Ces réalités dérangeantes, soulignées par les militaires venus du terrain, ont contrasté, tout au long du colloque, avec les discours des personnalités civiles, représentant des organisations internationales ou des think thank. Ainsi par exemple ces dernières ont-elles longuement souligné la nécessité de coopérer avec la « société civile » et les organisations qui se présentent en son nom. Mais en Afrique, chacun sait que cette « société civile » évoluant dans le sillage des opérations onusiennes a souvent peu d’impact sur le terrain, étant plus habile à répercuter vers la base les « mantras » venus de New York ou d’ailleurs qu’à faire remonter les attentes réelles des populations concernées. Il est vrai aussi que la langue contribue à creuser le fossé : si les notables, les personnes influentes ou âgées qui suscitent le respect au sein des populations et même des combattants s’expriment dans les langues locales, la société civile, elle, maîtrise le français ou l’anglais et apparaît ainsi comme un interlocuteur plus facile. La dualité français-anglais représente elle aussi un problème : il arrive que des contingents francophones soient écartés, alors qu’ils pourraient être déployés dans un pays francophone comme le Congo ou la RCA, pour la simple raison que leurs chefs ne pourraient communiquer en anglais avec la hiérarchie à New York ou dans la capitale du pays…
L’appui d’organisations régionales, comme l’Union africaine, ou de groupes ad hoc comme le G5 Sahel pourrait alléger le fardeau des missions onusiennes, à condition que soient respectées des règles d’engagement communes et qu’une meilleure coordination soit mise au point.

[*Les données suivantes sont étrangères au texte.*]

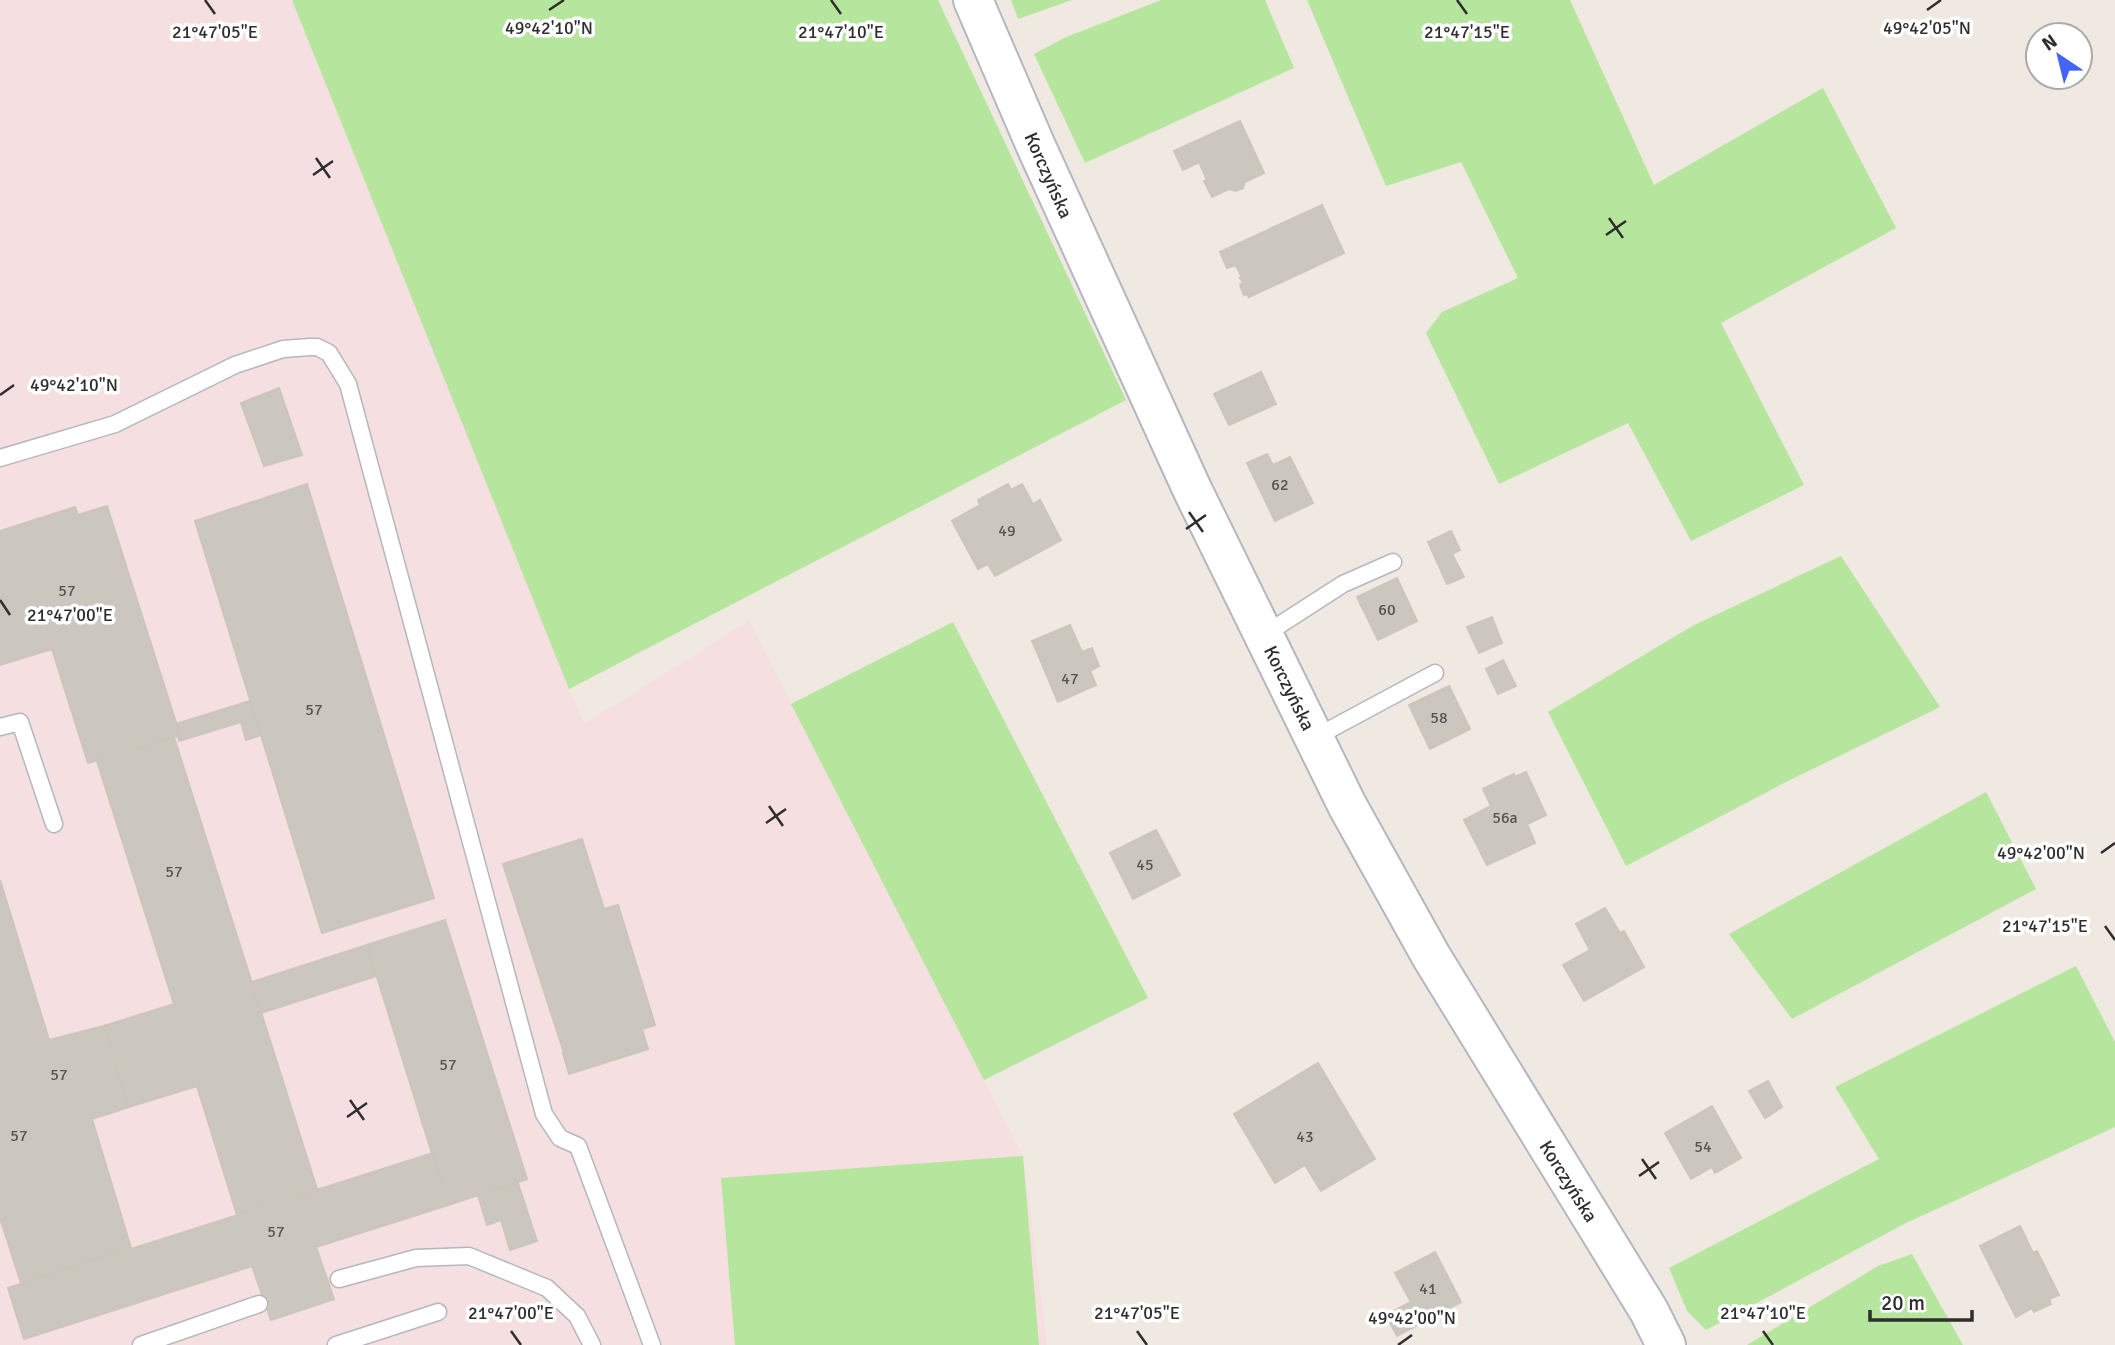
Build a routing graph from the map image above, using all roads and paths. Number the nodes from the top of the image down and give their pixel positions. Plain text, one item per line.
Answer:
1 (973, 0) edge
2 (0, 458) edge
3 (1393, 562) dead end
4 (1264, 635) junction
5 (1435, 673) dead end
6 (0, 727) edge
7 (1314, 738) junction
8 (54, 824) dead end
9 (339, 1279) dead end
10 (259, 1304) dead end
11 (438, 1312) dead end
12 (141, 1345) edge
13 (336, 1345) edge
14 (592, 1345) edge
15 (652, 1345) edge
16 (1666, 1345) edge

1 - 4 main road, Korczyńska
2 - 15 lane
3 - 4 lane
4 - 7 main road, Korczyńska
5 - 7 lane
6 - 8 lane
7 - 16 main road, Korczyńska
9 - 14 lane
10 - 12 lane
11 - 13 lane

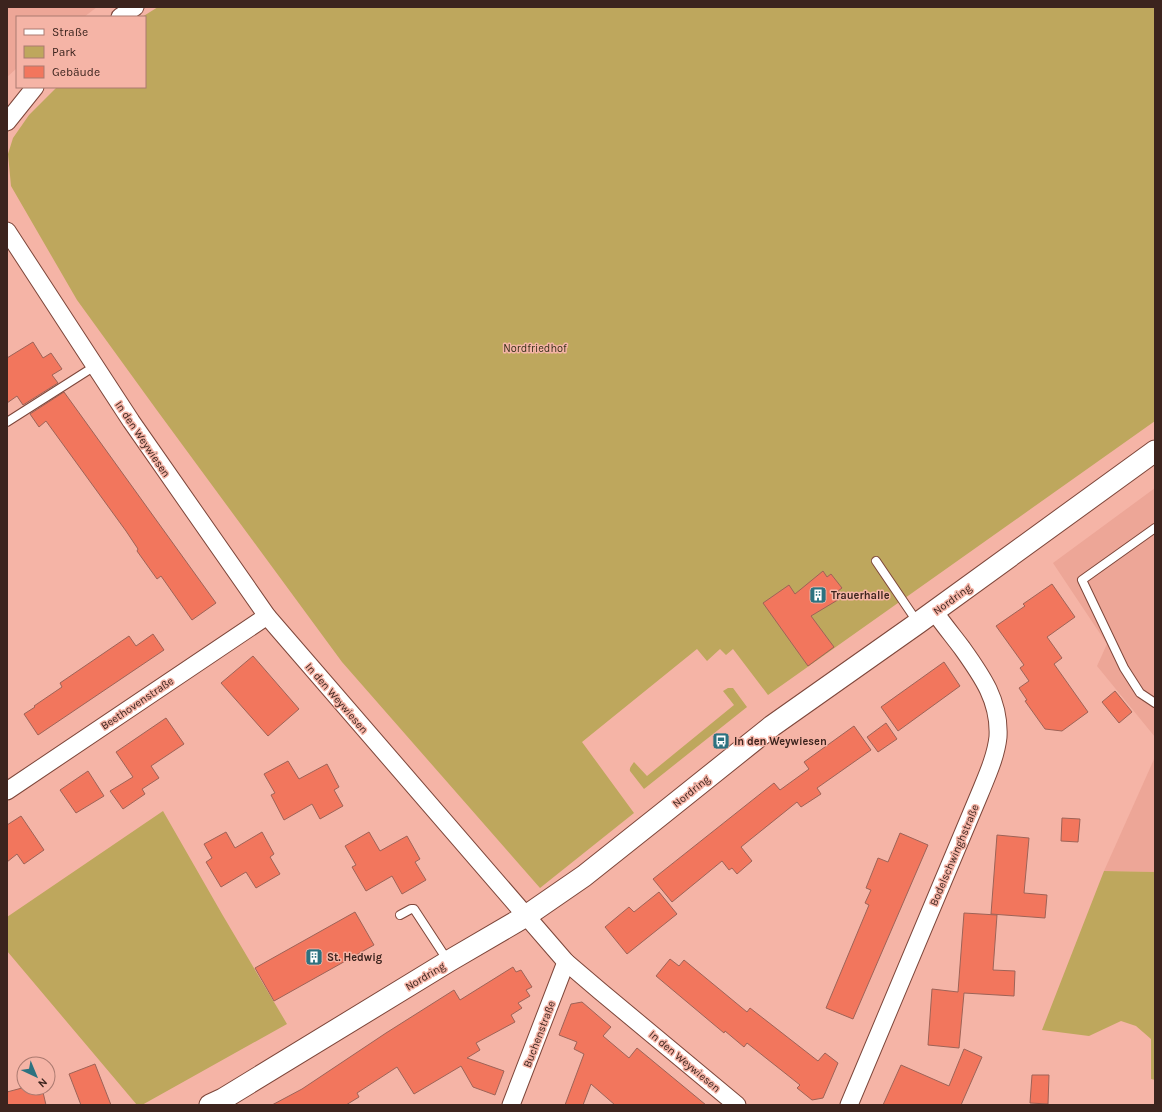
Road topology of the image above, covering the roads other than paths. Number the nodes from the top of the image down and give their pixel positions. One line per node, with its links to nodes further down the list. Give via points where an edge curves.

A cet égard tous les participants ont souligné la nécessité de préserver une sorte de mémoire institutionnelle, c’est-à-dire les archives et les bilans des opérations de paix, qu’elles aient été ou non des réussites, et de conceptualiser davantage les méthodes mises en œuvre. « Après tant d’années, il serait temps de cesser de naviguer à vue » devait conclure un chef d’état major, plaidant en faveur d’une « école africaine de gestion des crises »…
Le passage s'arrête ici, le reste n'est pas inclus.